* Exercise:
Once you have read the listing, print all of it word for word.

* Provided records:

____

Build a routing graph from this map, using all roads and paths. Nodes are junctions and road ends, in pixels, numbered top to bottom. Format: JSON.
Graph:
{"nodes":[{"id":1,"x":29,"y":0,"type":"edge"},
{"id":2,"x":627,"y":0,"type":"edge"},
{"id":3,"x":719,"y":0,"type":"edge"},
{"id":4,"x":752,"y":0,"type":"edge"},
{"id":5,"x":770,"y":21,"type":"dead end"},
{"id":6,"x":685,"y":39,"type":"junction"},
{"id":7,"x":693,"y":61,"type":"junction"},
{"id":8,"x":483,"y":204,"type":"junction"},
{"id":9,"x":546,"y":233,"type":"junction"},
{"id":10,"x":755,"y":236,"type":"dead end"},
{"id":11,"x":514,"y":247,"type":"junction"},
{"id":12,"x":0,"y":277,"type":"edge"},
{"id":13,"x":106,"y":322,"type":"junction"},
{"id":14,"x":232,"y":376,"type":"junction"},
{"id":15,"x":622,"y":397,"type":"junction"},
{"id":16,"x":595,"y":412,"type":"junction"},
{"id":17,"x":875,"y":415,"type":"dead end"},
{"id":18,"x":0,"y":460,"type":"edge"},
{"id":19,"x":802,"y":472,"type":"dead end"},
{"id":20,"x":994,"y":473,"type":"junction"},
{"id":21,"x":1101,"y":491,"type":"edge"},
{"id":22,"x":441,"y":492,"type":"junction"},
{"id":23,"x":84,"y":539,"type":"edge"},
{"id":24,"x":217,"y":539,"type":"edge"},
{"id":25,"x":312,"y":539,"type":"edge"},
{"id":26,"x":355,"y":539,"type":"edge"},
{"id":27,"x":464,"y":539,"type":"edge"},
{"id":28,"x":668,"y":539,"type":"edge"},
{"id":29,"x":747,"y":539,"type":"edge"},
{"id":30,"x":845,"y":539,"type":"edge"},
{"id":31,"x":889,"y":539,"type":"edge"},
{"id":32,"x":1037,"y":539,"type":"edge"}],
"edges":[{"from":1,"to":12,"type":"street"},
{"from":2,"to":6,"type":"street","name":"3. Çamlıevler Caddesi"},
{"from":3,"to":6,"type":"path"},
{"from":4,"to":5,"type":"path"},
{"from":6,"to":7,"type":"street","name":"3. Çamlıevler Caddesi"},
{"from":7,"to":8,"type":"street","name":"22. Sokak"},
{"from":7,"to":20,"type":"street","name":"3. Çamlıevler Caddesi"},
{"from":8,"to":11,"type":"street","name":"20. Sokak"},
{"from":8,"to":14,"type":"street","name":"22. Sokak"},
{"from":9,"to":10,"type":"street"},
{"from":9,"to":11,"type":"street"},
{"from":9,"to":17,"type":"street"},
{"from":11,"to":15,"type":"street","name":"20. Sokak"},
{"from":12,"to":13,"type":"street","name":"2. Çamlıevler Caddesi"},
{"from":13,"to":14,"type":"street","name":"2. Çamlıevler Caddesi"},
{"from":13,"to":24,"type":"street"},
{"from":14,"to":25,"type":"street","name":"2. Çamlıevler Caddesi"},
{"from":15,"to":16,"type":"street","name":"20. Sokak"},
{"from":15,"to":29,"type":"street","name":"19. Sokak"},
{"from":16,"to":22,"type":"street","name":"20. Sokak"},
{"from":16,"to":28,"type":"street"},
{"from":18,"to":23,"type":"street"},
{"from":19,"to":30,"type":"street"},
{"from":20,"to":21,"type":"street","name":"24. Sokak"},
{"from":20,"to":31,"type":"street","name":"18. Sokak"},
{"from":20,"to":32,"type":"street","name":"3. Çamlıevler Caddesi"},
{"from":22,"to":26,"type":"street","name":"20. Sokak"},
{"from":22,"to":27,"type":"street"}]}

____

* Task result:
Build a routing graph from this map, using all roads and paths. Nodes are junctions and road ends, in pixels, numbered top to bottom. Format: JSON.
Graph:
{"nodes":[{"id":1,"x":29,"y":0,"type":"edge"},
{"id":2,"x":627,"y":0,"type":"edge"},
{"id":3,"x":719,"y":0,"type":"edge"},
{"id":4,"x":752,"y":0,"type":"edge"},
{"id":5,"x":770,"y":21,"type":"dead end"},
{"id":6,"x":685,"y":39,"type":"junction"},
{"id":7,"x":693,"y":61,"type":"junction"},
{"id":8,"x":483,"y":204,"type":"junction"},
{"id":9,"x":546,"y":233,"type":"junction"},
{"id":10,"x":755,"y":236,"type":"dead end"},
{"id":11,"x":514,"y":247,"type":"junction"},
{"id":12,"x":0,"y":277,"type":"edge"},
{"id":13,"x":106,"y":322,"type":"junction"},
{"id":14,"x":232,"y":376,"type":"junction"},
{"id":15,"x":622,"y":397,"type":"junction"},
{"id":16,"x":595,"y":412,"type":"junction"},
{"id":17,"x":875,"y":415,"type":"dead end"},
{"id":18,"x":0,"y":460,"type":"edge"},
{"id":19,"x":802,"y":472,"type":"dead end"},
{"id":20,"x":994,"y":473,"type":"junction"},
{"id":21,"x":1101,"y":491,"type":"edge"},
{"id":22,"x":441,"y":492,"type":"junction"},
{"id":23,"x":84,"y":539,"type":"edge"},
{"id":24,"x":217,"y":539,"type":"edge"},
{"id":25,"x":312,"y":539,"type":"edge"},
{"id":26,"x":355,"y":539,"type":"edge"},
{"id":27,"x":464,"y":539,"type":"edge"},
{"id":28,"x":668,"y":539,"type":"edge"},
{"id":29,"x":747,"y":539,"type":"edge"},
{"id":30,"x":845,"y":539,"type":"edge"},
{"id":31,"x":889,"y":539,"type":"edge"},
{"id":32,"x":1037,"y":539,"type":"edge"}],
"edges":[{"from":1,"to":12,"type":"street"},
{"from":2,"to":6,"type":"street","name":"3. Çamlıevler Caddesi"},
{"from":3,"to":6,"type":"path"},
{"from":4,"to":5,"type":"path"},
{"from":6,"to":7,"type":"street","name":"3. Çamlıevler Caddesi"},
{"from":7,"to":8,"type":"street","name":"22. Sokak"},
{"from":7,"to":20,"type":"street","name":"3. Çamlıevler Caddesi"},
{"from":8,"to":11,"type":"street","name":"20. Sokak"},
{"from":8,"to":14,"type":"street","name":"22. Sokak"},
{"from":9,"to":10,"type":"street"},
{"from":9,"to":11,"type":"street"},
{"from":9,"to":17,"type":"street"},
{"from":11,"to":15,"type":"street","name":"20. Sokak"},
{"from":12,"to":13,"type":"street","name":"2. Çamlıevler Caddesi"},
{"from":13,"to":14,"type":"street","name":"2. Çamlıevler Caddesi"},
{"from":13,"to":24,"type":"street"},
{"from":14,"to":25,"type":"street","name":"2. Çamlıevler Caddesi"},
{"from":15,"to":16,"type":"street","name":"20. Sokak"},
{"from":15,"to":29,"type":"street","name":"19. Sokak"},
{"from":16,"to":22,"type":"street","name":"20. Sokak"},
{"from":16,"to":28,"type":"street"},
{"from":18,"to":23,"type":"street"},
{"from":19,"to":30,"type":"street"},
{"from":20,"to":21,"type":"street","name":"24. Sokak"},
{"from":20,"to":31,"type":"street","name":"18. Sokak"},
{"from":20,"to":32,"type":"street","name":"3. Çamlıevler Caddesi"},
{"from":22,"to":26,"type":"street","name":"20. Sokak"},
{"from":22,"to":27,"type":"street"}]}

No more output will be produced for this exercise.